**PROVIDED RECORDS:**
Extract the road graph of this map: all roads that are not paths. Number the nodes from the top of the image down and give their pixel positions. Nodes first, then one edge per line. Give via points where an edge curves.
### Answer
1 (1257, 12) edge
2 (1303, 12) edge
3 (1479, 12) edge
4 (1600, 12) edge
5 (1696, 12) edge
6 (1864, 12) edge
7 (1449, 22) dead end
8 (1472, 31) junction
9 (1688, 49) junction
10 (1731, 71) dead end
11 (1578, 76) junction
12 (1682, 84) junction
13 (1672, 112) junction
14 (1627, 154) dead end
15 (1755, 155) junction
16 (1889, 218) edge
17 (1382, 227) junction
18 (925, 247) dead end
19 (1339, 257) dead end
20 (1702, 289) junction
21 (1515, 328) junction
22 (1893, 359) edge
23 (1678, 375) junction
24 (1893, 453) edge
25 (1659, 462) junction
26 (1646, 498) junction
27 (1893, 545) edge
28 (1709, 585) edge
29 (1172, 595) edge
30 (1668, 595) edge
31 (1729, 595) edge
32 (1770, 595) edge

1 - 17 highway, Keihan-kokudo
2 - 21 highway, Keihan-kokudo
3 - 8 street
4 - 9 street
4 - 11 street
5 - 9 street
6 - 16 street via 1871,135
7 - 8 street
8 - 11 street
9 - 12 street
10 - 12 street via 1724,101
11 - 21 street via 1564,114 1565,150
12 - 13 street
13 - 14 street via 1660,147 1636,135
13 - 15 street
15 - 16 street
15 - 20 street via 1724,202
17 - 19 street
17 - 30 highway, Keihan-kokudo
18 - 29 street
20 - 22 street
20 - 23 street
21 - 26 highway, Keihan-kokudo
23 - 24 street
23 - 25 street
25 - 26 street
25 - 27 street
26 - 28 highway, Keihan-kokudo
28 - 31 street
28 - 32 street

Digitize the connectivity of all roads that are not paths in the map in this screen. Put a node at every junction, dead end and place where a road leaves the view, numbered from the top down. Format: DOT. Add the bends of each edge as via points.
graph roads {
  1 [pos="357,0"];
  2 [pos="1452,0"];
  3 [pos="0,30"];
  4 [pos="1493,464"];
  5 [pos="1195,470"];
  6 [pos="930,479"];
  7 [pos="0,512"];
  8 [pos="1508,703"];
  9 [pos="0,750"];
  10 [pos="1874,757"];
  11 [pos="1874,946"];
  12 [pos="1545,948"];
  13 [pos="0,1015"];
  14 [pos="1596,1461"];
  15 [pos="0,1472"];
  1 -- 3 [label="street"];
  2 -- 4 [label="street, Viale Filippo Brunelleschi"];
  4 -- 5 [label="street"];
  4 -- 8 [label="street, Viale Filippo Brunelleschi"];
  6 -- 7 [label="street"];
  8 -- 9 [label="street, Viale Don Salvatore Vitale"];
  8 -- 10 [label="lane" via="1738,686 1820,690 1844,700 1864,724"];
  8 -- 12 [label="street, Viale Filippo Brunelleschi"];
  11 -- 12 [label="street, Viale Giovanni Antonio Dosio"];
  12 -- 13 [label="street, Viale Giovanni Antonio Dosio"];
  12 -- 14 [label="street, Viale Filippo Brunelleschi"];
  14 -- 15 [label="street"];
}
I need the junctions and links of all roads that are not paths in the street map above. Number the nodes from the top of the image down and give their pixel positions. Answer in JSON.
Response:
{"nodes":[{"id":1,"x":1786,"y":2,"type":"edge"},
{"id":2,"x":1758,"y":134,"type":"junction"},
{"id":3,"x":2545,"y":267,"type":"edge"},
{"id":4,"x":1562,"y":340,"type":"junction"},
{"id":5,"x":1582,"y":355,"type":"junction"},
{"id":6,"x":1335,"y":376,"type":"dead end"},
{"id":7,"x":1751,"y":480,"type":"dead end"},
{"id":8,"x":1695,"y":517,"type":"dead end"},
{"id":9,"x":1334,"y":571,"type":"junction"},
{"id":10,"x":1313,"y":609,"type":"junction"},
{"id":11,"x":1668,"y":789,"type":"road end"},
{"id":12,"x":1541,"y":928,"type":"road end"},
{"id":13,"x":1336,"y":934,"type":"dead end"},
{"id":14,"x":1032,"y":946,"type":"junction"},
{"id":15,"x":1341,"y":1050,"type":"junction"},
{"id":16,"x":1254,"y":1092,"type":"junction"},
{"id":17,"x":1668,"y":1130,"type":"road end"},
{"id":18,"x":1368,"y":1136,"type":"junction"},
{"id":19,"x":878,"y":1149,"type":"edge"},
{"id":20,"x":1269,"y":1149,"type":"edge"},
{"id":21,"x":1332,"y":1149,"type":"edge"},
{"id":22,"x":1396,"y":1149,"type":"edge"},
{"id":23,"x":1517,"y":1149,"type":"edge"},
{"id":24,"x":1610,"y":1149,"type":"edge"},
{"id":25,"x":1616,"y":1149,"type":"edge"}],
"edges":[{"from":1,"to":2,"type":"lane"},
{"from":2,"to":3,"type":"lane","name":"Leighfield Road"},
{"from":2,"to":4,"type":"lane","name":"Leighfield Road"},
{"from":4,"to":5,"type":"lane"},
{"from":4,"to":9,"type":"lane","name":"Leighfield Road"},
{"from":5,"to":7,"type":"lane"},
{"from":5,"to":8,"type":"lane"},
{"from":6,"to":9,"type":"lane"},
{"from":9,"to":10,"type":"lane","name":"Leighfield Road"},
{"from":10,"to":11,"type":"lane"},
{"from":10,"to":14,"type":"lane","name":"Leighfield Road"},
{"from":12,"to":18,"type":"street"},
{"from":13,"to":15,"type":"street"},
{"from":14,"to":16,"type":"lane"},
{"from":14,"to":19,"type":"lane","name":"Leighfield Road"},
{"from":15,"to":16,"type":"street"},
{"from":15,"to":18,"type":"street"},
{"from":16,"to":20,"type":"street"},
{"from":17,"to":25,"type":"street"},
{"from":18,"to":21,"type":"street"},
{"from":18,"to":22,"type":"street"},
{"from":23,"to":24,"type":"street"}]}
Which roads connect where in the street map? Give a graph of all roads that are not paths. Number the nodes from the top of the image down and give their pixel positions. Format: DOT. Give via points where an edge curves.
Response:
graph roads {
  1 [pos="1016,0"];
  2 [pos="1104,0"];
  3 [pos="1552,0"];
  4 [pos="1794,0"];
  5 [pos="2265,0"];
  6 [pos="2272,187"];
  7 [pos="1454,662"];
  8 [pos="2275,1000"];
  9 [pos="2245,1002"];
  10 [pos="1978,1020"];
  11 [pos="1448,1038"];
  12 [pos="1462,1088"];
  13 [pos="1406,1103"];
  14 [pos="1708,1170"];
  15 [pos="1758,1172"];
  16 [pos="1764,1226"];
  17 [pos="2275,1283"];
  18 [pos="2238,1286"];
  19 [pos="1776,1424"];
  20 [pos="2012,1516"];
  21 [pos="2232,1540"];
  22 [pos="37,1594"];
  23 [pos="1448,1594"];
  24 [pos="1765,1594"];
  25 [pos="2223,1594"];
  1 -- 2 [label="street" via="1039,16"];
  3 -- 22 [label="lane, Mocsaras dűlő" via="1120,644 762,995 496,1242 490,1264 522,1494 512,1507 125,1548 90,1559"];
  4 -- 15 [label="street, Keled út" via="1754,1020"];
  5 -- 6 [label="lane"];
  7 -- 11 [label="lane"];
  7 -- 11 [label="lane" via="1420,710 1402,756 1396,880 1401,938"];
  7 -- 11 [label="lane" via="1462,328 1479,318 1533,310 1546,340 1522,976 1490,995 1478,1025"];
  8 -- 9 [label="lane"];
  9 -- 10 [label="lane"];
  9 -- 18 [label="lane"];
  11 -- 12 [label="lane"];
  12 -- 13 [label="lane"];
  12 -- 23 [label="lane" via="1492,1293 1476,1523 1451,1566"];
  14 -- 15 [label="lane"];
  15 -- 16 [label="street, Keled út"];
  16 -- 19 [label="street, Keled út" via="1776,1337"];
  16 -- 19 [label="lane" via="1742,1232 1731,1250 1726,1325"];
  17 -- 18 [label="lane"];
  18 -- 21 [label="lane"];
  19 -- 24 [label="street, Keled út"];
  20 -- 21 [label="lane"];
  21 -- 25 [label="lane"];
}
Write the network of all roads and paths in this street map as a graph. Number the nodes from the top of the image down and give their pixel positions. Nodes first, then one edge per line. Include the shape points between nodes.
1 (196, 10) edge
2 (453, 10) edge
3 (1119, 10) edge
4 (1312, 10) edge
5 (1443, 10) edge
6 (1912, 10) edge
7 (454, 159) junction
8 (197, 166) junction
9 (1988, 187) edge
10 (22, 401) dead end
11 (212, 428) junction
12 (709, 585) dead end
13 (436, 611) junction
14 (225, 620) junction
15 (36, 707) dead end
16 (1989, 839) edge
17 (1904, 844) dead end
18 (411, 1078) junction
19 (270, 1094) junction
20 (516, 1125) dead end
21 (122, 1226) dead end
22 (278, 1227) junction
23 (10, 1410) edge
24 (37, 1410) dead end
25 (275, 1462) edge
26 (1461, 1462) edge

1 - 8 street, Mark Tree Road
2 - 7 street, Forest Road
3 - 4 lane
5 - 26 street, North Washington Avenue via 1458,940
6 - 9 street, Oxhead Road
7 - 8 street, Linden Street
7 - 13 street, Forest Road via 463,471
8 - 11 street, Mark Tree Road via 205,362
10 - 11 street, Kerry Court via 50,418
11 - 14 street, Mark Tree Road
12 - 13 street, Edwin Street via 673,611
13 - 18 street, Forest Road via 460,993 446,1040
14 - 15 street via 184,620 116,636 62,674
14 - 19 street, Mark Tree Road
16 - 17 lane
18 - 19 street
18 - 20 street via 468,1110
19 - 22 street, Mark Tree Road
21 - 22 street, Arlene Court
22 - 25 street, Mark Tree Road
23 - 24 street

**EXERCISE AIM:** Go through the records above and count every line that includes "roads". Give the number and nothing else.

**RESULT:** 7